I think there are a few differences in the atmosphere of my public school in comparison to yours. A lot of these “bad actors” today don’t need the community-at-large. They have their own support system, a group of friends or gang that supports them. I believe, and this is pure speculation, that many of them have been raised by parents who believe their children can do no wrong – parents who blame teachers or other students for the havoc their own children produce.
Essentially Chris, I think the morality of our nation has changed to the point that parents blame everyone else for their kids’ problems. When kids grow up in that kind of world, they think they can get away with anything.
And so far, they’ve been successful.
Perhaps we’ve all gotten too accustomed to ‘bad behavior,’ if you will.
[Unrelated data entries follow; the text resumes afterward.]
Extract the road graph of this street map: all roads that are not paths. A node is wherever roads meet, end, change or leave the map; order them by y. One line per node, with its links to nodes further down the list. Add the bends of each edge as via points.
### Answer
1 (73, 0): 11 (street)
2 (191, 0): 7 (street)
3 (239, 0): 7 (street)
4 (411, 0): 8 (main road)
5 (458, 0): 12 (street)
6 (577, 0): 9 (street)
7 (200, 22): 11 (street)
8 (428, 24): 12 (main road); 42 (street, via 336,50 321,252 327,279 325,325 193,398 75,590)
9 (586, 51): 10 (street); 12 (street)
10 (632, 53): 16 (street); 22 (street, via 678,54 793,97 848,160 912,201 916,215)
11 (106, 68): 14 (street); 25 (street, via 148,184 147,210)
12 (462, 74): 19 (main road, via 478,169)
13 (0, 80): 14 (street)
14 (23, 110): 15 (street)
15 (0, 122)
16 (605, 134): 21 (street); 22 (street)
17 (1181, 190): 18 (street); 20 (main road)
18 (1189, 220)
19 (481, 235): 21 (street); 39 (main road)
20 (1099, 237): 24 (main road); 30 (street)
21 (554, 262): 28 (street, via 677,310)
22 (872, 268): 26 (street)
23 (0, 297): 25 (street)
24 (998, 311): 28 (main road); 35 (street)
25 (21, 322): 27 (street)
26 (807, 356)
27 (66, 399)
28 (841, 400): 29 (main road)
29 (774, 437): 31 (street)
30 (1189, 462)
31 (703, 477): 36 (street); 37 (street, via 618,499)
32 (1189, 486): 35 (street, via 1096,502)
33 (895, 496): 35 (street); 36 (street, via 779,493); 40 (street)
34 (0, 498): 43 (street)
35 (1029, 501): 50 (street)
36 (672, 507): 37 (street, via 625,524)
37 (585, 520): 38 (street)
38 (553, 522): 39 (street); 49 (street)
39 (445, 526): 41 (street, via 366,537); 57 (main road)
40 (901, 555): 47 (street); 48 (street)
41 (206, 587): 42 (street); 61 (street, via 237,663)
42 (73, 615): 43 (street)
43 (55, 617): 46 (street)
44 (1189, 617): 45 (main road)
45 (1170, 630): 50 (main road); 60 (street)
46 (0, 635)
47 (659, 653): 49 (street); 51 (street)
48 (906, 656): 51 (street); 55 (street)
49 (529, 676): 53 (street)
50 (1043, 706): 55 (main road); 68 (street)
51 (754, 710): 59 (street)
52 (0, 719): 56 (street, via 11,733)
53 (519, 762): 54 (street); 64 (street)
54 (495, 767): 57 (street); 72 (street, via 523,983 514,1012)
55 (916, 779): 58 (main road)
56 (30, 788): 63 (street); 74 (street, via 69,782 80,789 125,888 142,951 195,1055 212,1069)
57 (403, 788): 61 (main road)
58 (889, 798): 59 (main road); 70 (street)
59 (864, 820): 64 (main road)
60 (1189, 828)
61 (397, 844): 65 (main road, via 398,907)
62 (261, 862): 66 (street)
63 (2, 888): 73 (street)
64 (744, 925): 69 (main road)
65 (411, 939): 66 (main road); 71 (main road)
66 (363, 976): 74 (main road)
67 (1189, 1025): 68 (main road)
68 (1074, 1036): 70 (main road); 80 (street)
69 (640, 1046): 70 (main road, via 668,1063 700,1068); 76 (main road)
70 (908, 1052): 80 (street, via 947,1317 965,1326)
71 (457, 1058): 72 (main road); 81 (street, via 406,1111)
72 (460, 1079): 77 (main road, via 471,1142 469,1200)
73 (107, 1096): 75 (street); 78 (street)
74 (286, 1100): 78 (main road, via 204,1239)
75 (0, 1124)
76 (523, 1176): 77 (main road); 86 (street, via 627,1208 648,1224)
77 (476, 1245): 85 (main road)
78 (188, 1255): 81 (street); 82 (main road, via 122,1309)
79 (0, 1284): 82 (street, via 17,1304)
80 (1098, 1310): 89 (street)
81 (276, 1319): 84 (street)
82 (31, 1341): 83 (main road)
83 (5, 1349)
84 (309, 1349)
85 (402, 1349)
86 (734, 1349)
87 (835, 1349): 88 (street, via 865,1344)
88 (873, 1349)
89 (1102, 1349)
A self-policing student body would be ideal, but simply isn’t a reality in the average school system. Most students are very accepting of bad actors; they enjoy them for a few laughs and don’t realize the deeper consequences of unwelcome behavior.
Here’s an example of what I’m talking about: during my years in public high school, I remember the routine cafeteria fight. You’d hear about them all the time and occasionally get to witness one or two every few months. They could almost be considered an unwritten, impromptu tradition of sorts. Nobody was really bothered by them, no student that is. Most people found them to be a great diversion from the usual stressors of their day. Yet for heaven’s sake, a fight was going on!
The generation of high school students currently in the system is unfortunately, one largely desensitized by an array of different factors. Disorder is not something students are unfamiliar with today, save a handful of them, of course. Rebellion is glorified along with all of the inherent craziness that comes with it, and that’s really quite a shame.
Christine, you’ve hit it on the head. Like many things, the definition of acceptable behavior starts in childhood and moves up. Change starts from the bottom up.